PG understands that many authors treasure their time and would rather write than market. However, many indies who want to earn a living, earn enough to pay the house payment, etc., don’t have excess funds sitting around to spend on some individual or group that doesn’t deliver real value, so PG is looking about information concerning profitable expenditures on marketing services that clearly earn more than they cost.

PG thinks there’s a good financial case for most indie authors to hire a good cover designer or collect a favor from a friend who knows what she’s doing in cover design. Good covers sell books. They won’t make a bestseller out of a mediocre book, but they can catch the favorable attention of people looking for books on Amazon or elsewhere.

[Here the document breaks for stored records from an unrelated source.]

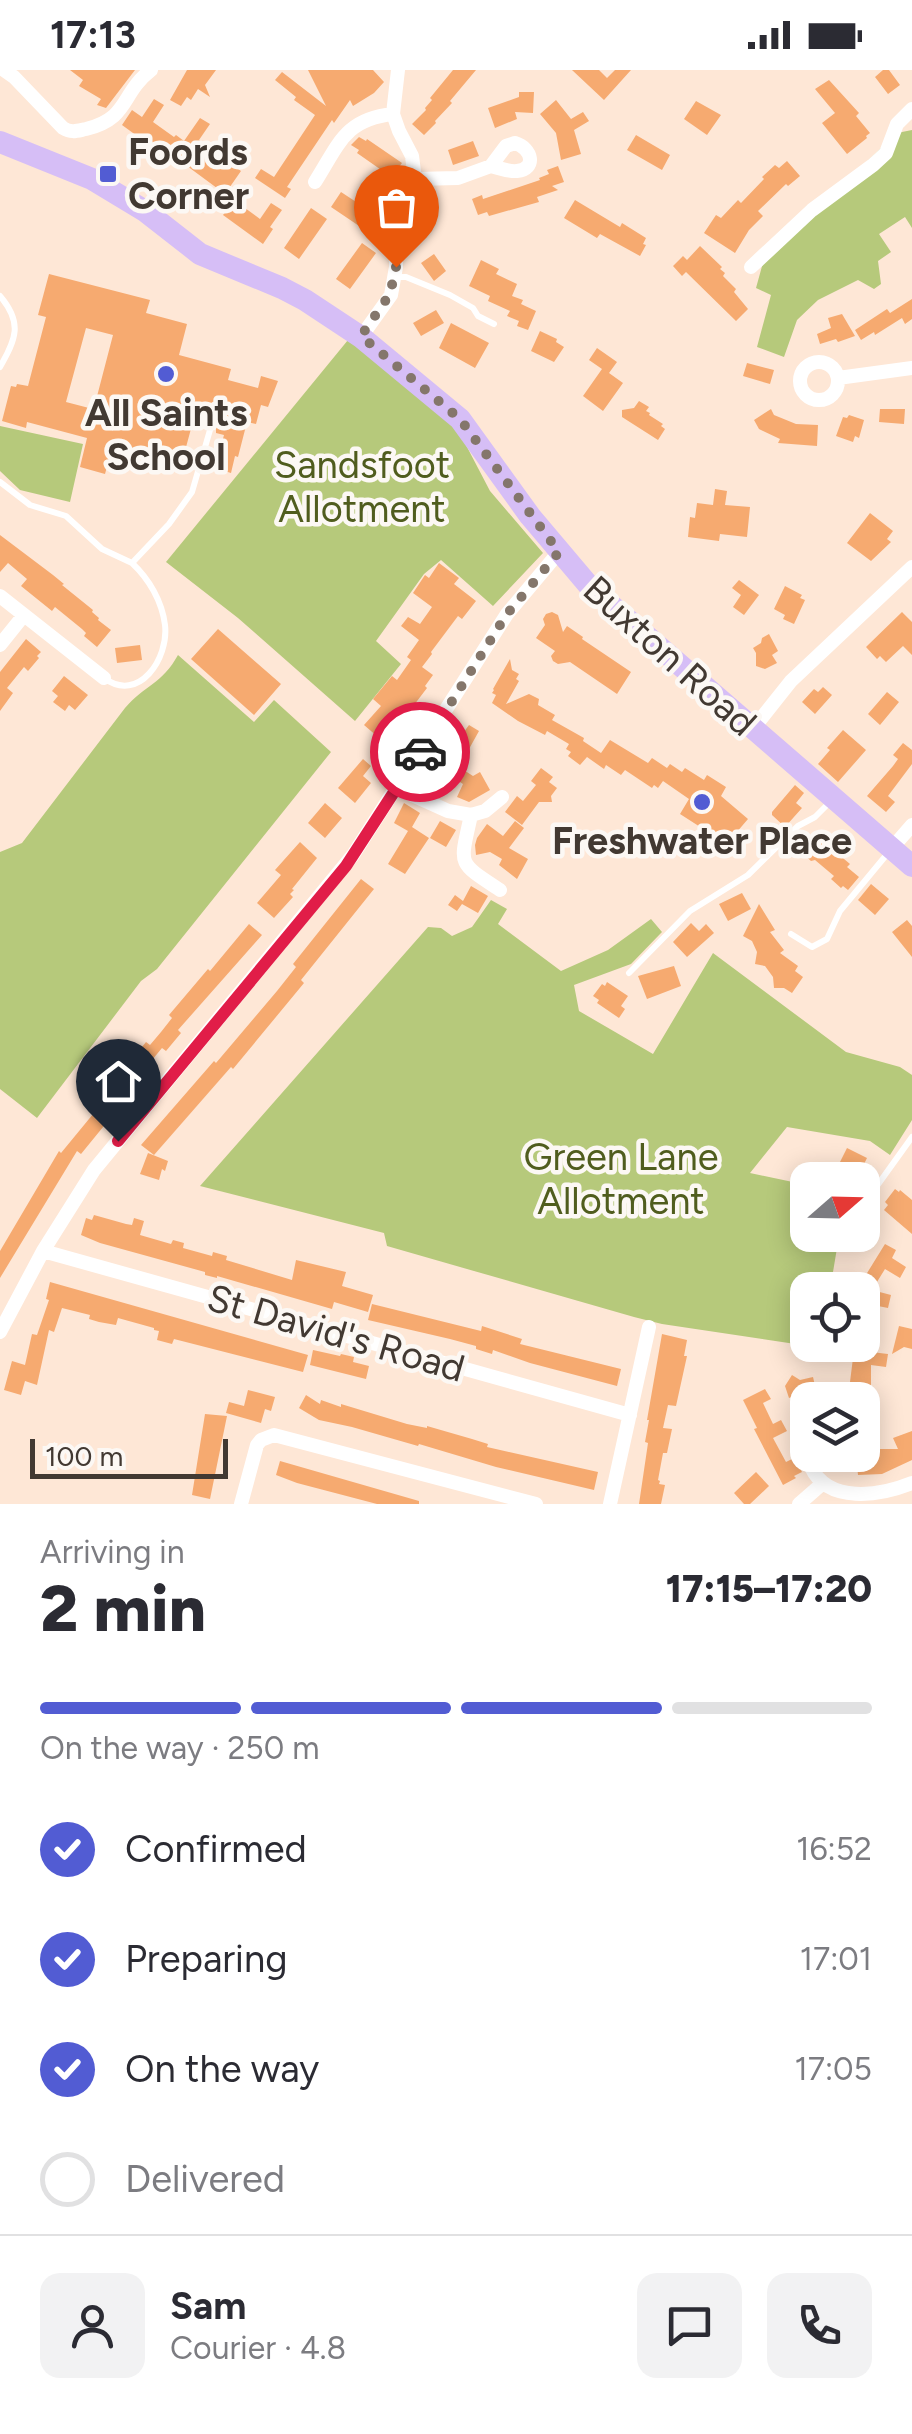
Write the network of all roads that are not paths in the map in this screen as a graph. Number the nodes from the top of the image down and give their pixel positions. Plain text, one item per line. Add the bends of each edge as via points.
1 (4, 70) edge
2 (151, 70) edge
3 (398, 70) edge
4 (912, 109) edge
5 (393, 114) junction
6 (0, 142) edge
7 (491, 166) dead end
8 (414, 179) junction
9 (316, 182) dead end
10 (750, 267) dead end
11 (395, 277) junction
12 (0, 296) edge
13 (494, 324) dead end
14 (361, 336) junction
15 (0, 366) edge
16 (912, 368) edge
17 (838, 378) dead end
18 (210, 430) dead end
19 (0, 482) edge
20 (559, 552) junction
21 (132, 562) junction
22 (909, 577) edge
23 (0, 596) edge
24 (24, 615) junction
25 (0, 645) edge
26 (104, 678) joint
27 (752, 730) junction
28 (398, 788) junction
29 (502, 797) dead end
30 (833, 798) junction
31 (471, 815) junction
32 (912, 825) edge
33 (892, 848) junction
34 (912, 866) edge
35 (500, 890) dead end
36 (791, 934) dead end
37 (630, 973) dead end
38 (912, 1137) edge
39 (880, 1182) edge
40 (43, 1251) junction
41 (648, 1327) dead end
42 (0, 1332) edge
43 (630, 1415) junction
44 (814, 1472) edge
45 (822, 1484) junction
46 (912, 1484) edge
47 (240, 1504) edge
48 (536, 1504) edge
49 (610, 1504) edge
50 (799, 1504) edge

1 - 2 street via 68,132 110,121
3 - 5 street
4 - 10 street via 873,166
5 - 8 street via 412,156
5 - 9 street via 354,126
6 - 14 highway, Buxton Road via 92,179 200,254 305,300
7 - 8 street via 458,178
8 - 11 street via 396,228
11 - 13 lane via 450,296
11 - 14 street
12 - 15 lane via 16,326
14 - 20 highway, Buxton Road via 460,419
16 - 17 street
18 - 21 lane via 192,492
19 - 21 lane via 30,505 66,516 102,549
20 - 27 highway, Buxton Road
20 - 28 street via 507,614
21 - 26 lane via 163,614 163,652 136,682 121,686
22 - 27 street via 791,681
23 - 24 street
24 - 25 street
24 - 26 street
27 - 30 highway, Buxton Road
28 - 31 street
28 - 40 street via 346,866 94,1170
29 - 31 street
30 - 33 highway, Buxton Road
30 - 37 lane via 748,875 690,910
31 - 35 street via 462,860
32 - 33 street
33 - 34 highway, Buxton Road
33 - 36 lane via 840,910 828,940 812,948
38 - 39 lane
40 - 42 street
40 - 43 street, St David's Road
41 - 43 street
43 - 49 street
44 - 45 street
45 - 46 street via 854,1495
45 - 50 street
47 - 48 street via 257,1444 274,1435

He’d be interested in hearing what type of marketing services, if any, provide a similarly reliable return on investment.

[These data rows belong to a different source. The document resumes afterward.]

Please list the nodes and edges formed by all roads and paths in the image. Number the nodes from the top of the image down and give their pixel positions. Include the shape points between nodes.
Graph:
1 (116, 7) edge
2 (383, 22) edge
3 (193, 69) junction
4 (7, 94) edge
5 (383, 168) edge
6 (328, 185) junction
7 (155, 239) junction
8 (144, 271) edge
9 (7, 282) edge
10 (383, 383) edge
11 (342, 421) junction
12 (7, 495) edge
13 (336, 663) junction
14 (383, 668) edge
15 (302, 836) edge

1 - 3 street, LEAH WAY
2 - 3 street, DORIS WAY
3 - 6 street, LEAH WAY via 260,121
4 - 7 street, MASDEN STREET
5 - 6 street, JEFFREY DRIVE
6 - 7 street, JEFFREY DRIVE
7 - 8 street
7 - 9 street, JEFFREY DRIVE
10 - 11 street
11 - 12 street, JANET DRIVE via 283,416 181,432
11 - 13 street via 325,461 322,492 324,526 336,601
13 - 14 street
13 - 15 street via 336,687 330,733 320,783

5 thoughts on “Book Marketing Services/Agencies/Consultants”

  1. This skeptic — who has been dealing with these… people… in the entertainment (including publishing), the defense, and the consumer-finance industries since the early 1980s — suggests that any actual appraisal or submission be based upon non-cherry-picked, replicable, statistically valid data. Not on anecdotes. Not on outliers. Not by ignoring instances that don’t fit the conclusion, but by including and resolving them. Not by using private or nonreplicable data. And most especially not by relying upon successful deception.

    This skeptic is not optimistic. But it’s Monday morning during election season, so that’s somewhat to be expected.

    • Good advice, C.

      I have a significant number of past lives. During one of them, I worked for a very large advertising agency. Lots of very accomplished hand-wavers in that office.

      Effective hand-waving could get you promoted upward at a brisk pace.

      At the top, you could have held a hand-waving olympics and found a great many talented and highly-trained competitors who would vie for the gold. The difference between first place and second would have been measured in ultra-micro-waves.

      • There is an old saying in marketing/advertising that one should sell the sizzle, not the steak. Leaving aside that this doesn’t help those who are starving (or want chicken), there are two disturbing potential corollaries:

        (1) That our steak isn’t really any better than the competition’s for any definable customer-set, so we have to rely upon the appetizing picture in the menu. But it could be worse:

        (2) We know full well that our steak doesn’t actually meet that definable customer-set’s needs, but it’s what we have in stock, so we’ve gotta move the product.

        That* becomes even more troubling when considering “virtual merchandise” like e-books and electronic audiobooks, because the cost of “maintaining adequate stock” is virtually zero on a per-order-filled basis.

        All of which leaves one wondering what the “sizzle” for e-books might be…

        * But for postsettlement confidentiality requirements, this shark could regale you with detailed explanations of how automobile “extended warranties” fit both of them. And that’s before considering the deception, discriminatory practices, and often outright fraud involved in the actual sales process.

  2. Sorry, PG, can’t help you on your main request (because I do the all marketing on my books myself), but I can tell you this: I enjoy marketing as much as writing. It’s creative. It’s fun. And it’s cost-effective.

    • I agree with your sentiments, Harald.

      For me, writing well is the foundation for all successful marketing. Authors are generally good writers. Successful authors are always good writers.

      Yes, writing a fiction/non-fiction book, article, etc., is not the same as writing advertising or marketing copy.

      However, if an author who writes fiction is good at characterization and providing unique voices for various characters, I think she/he should be able to write marketing and advertising copy.

      Perhaps a mental trick is to create a marketing character. This shouldn’t be Harry the Huckster. Instead, an author might think of a friend who is enthusiastic about books and reading.

      If you were building a character who loved books and reading, you might start with your friend or several of your friends as a template. You’re not creating a clone, just using friend(s) as an idea generator for your marketing character.

      If PG isn’t full of baloney, an author might be able to use this marketing character to help write advertising and promotion copy for the book. It’s not necessarily how the author might describe the book, but how this imaginary reader and book enthusiast would describe the book.